*WHAT THE TASK ASKS:*
Scan the entries below and extract each line with the word "Lucchesi" in it.

*RECORD EXCERPTS:*
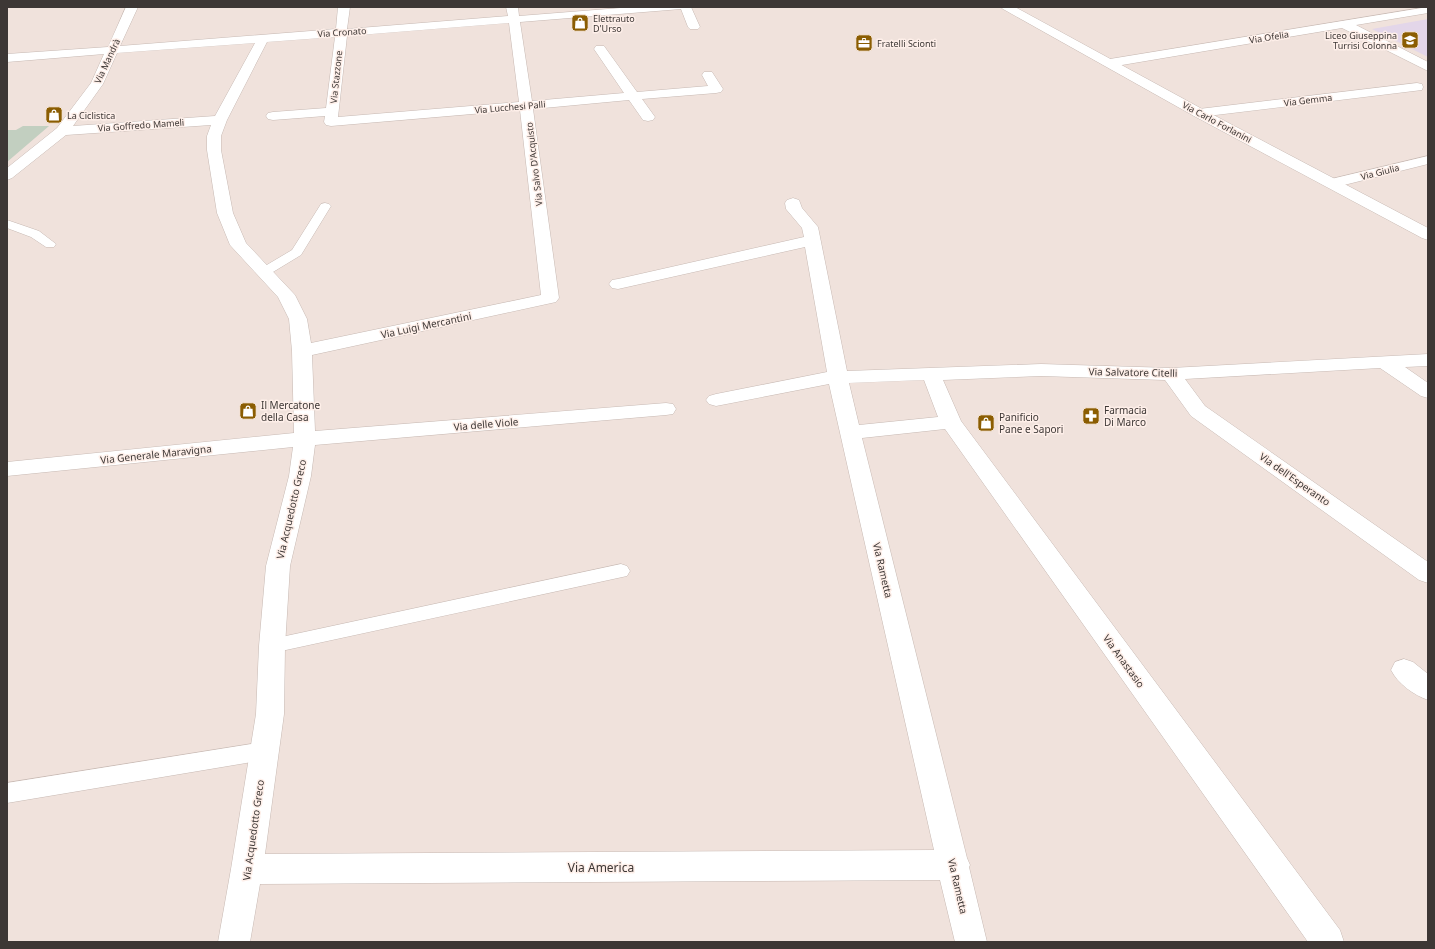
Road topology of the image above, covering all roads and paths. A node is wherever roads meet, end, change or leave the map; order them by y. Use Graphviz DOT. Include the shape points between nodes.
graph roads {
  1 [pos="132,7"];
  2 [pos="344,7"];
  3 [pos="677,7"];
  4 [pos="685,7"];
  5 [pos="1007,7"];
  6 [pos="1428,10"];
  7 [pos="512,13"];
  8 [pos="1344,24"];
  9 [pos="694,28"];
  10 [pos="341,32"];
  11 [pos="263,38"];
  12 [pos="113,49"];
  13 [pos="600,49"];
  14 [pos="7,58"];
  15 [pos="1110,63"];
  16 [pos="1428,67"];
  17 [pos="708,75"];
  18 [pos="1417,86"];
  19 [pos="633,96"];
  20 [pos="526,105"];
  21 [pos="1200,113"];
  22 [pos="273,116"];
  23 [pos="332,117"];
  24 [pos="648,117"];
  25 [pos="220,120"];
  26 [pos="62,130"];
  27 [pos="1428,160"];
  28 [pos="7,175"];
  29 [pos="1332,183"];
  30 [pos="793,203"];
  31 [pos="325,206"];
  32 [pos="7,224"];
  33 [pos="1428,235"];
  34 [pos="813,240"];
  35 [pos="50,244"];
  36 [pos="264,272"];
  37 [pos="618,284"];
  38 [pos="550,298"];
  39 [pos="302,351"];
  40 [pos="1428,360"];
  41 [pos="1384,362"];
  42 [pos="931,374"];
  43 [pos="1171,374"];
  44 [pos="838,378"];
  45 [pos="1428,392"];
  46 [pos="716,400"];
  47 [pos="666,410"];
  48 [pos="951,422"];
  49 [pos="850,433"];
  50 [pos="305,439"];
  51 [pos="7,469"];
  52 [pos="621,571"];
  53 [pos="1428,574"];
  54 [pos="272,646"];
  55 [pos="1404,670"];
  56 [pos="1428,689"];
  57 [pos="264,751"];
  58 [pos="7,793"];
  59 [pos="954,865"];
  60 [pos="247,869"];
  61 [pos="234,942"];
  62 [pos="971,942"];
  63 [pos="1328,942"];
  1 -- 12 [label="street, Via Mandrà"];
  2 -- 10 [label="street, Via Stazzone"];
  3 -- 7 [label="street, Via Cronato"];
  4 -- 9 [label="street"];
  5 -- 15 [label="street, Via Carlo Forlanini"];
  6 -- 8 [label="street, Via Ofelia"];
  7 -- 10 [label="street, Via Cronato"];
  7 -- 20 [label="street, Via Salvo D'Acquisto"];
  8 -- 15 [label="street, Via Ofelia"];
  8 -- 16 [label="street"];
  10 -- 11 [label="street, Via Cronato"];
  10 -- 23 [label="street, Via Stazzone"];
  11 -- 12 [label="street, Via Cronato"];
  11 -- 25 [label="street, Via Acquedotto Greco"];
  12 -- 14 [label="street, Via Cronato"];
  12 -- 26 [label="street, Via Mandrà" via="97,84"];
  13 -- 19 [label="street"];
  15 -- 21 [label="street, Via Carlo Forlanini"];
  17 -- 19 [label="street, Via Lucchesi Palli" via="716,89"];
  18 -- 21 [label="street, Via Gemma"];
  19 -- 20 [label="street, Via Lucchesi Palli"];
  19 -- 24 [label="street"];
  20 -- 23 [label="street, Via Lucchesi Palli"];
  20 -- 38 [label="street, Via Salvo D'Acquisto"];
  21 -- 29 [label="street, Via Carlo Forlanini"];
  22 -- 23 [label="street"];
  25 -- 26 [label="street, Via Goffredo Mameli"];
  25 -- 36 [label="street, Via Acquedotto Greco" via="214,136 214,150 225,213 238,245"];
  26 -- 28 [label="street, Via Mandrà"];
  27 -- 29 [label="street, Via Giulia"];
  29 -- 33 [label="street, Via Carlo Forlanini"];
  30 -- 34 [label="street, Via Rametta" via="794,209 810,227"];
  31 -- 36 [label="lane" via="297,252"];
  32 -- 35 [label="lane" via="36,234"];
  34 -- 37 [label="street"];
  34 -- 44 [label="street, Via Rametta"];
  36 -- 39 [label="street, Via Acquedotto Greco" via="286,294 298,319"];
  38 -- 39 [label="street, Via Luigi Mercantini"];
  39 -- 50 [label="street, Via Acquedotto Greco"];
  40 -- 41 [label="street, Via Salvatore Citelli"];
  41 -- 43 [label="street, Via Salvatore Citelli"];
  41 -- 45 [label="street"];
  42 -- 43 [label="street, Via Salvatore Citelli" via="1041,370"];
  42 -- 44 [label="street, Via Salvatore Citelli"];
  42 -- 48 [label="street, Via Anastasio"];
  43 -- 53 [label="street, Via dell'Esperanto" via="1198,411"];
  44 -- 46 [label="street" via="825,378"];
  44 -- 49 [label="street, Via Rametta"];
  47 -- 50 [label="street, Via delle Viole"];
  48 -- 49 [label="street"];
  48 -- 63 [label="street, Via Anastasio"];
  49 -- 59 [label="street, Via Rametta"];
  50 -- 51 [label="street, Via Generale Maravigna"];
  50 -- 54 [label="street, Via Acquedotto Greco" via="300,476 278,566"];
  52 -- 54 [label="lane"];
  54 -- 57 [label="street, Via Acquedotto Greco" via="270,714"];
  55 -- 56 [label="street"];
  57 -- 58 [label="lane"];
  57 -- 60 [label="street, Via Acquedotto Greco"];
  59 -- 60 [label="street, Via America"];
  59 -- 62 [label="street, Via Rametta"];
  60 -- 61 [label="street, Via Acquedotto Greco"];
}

*TASK ANSWER:*
  17 -- 19 [label="street, Via Lucchesi Palli" via="716,89"];
  19 -- 20 [label="street, Via Lucchesi Palli"];
  20 -- 23 [label="street, Via Lucchesi Palli"];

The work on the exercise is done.